With game face on, I said, “He’s just a doll, but I bet he’s looking for something outside.”
He retreated to the yard and let him go. Whew! On other days, we’ve had any number of frogs, lizards, and snakes in the reptile ranch in Aaron’s bedroom. (For those who might not know, a reptile ranch is just a plastic reptile enclosure. Ours is almost worn out.) And how can I forget Blackie, a King Snake who lived in our yard and was the resident rodent remover. I actually kind of liked him.

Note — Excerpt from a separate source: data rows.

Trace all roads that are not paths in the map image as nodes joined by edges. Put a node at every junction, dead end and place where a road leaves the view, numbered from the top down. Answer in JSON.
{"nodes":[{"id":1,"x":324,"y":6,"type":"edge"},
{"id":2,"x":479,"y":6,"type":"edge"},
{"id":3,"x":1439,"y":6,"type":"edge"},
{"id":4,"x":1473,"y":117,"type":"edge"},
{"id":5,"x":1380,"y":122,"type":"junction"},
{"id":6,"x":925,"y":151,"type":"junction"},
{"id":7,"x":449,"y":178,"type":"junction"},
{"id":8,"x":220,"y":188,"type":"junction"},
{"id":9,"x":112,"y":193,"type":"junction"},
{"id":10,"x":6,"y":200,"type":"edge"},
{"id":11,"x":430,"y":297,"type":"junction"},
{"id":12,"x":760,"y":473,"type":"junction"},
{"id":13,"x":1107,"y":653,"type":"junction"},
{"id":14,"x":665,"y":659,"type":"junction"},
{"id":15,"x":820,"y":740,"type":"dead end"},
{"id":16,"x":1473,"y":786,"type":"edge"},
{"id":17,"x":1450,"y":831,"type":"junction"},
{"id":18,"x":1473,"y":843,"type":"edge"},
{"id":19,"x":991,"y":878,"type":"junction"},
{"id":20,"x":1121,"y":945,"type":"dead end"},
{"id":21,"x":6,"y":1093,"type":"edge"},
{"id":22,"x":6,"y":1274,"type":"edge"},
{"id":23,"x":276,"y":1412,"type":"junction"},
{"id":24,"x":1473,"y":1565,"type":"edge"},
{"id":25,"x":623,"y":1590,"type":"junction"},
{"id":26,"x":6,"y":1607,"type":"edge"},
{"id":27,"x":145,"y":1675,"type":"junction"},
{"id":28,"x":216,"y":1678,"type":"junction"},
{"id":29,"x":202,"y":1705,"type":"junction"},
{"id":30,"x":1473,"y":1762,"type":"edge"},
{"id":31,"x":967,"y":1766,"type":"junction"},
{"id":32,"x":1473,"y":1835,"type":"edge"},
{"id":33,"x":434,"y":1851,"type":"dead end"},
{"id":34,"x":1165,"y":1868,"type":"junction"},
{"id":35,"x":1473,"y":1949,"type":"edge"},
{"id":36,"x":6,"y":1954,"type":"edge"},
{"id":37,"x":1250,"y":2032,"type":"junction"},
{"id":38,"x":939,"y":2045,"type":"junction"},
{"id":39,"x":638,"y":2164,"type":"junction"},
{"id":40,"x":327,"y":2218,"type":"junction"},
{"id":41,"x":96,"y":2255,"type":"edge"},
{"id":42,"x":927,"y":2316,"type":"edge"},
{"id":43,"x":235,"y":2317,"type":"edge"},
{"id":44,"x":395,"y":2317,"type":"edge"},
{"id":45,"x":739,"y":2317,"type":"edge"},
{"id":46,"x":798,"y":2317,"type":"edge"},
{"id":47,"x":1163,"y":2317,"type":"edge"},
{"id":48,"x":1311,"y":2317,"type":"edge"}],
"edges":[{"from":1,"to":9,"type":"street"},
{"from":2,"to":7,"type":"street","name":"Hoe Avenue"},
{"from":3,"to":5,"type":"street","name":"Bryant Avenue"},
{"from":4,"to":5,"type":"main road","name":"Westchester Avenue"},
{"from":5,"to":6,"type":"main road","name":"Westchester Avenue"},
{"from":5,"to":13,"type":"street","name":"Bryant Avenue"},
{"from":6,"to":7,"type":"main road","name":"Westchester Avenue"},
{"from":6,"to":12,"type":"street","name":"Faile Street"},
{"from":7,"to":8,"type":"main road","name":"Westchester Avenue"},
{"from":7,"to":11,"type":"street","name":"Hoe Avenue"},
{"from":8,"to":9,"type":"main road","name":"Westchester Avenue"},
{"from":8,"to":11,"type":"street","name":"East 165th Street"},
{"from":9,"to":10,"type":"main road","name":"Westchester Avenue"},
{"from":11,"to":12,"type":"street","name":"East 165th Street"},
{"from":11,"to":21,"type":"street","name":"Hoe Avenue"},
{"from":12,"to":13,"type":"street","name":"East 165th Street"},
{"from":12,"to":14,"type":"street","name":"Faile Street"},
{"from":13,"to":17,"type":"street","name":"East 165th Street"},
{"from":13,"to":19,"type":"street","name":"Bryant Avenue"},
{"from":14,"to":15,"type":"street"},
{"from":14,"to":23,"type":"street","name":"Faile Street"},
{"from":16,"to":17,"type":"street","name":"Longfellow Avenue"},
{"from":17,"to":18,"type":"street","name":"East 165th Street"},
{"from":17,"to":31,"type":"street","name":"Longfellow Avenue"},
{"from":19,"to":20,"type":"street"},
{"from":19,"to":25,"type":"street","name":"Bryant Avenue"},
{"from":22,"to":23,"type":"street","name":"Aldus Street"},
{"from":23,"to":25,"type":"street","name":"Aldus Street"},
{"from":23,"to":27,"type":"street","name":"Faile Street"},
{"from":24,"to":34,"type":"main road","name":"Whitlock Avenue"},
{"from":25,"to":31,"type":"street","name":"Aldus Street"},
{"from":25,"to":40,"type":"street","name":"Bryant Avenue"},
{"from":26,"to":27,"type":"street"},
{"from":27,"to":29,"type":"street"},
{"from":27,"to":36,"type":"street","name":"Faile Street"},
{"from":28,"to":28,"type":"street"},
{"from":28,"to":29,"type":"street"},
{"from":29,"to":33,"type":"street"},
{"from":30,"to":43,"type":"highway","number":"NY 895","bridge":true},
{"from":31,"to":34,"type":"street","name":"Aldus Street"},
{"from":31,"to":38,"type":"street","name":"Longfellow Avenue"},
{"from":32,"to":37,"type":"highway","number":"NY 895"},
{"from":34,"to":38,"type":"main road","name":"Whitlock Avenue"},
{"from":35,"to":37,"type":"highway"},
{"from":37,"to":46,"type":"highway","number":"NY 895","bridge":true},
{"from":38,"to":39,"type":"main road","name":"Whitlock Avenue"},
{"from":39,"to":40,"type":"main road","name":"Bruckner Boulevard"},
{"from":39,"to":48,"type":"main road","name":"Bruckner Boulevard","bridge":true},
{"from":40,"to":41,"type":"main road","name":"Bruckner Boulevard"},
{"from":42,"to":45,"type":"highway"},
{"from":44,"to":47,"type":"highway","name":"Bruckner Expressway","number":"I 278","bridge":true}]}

In fact, I was upset when he wandered into a neighbor‘s yard and met an untimely death to decapitatation.
Aaron had seen the signs on the road for Reptile Gardens which claimed to have the largest collection of reptiles in the world, and that was it. Once more, I was nose to nose with critters I’d normally walk a hundred miles to avoid. On our field trip form, Aaron made me write his favorite part was Death Row. I’d almost forgotten that. He hadn’t. It featured the ten most venomous snakes in the world. \
Aaron had his picture made with a reticulated python and another shot with an alligator.
Nobody asked me, but my favorites were the prairie dogs in the outdoor exhibits.
Aaron bought a black tee shirt emblazoned on the back with large white letters, which read, “Go Wrestle a Gator.” Weeks later Aaron would be wearing that shirt just below me on a down escalator in the Boston Subway system. Two construction workers laboring in the “Big Dig” walked down beside me. One of them punched his buddy in the ribs and pointed to Aaron.
“Hey man, look at that kid’s shirt.”
All I could say was, “That’s my boy.”
Words of Jesus that I pray for my son, "I have given you authority to trample on snakes and scorpions and to overcome all the power of the enemy; nothing will harm you" (Luke 10:19).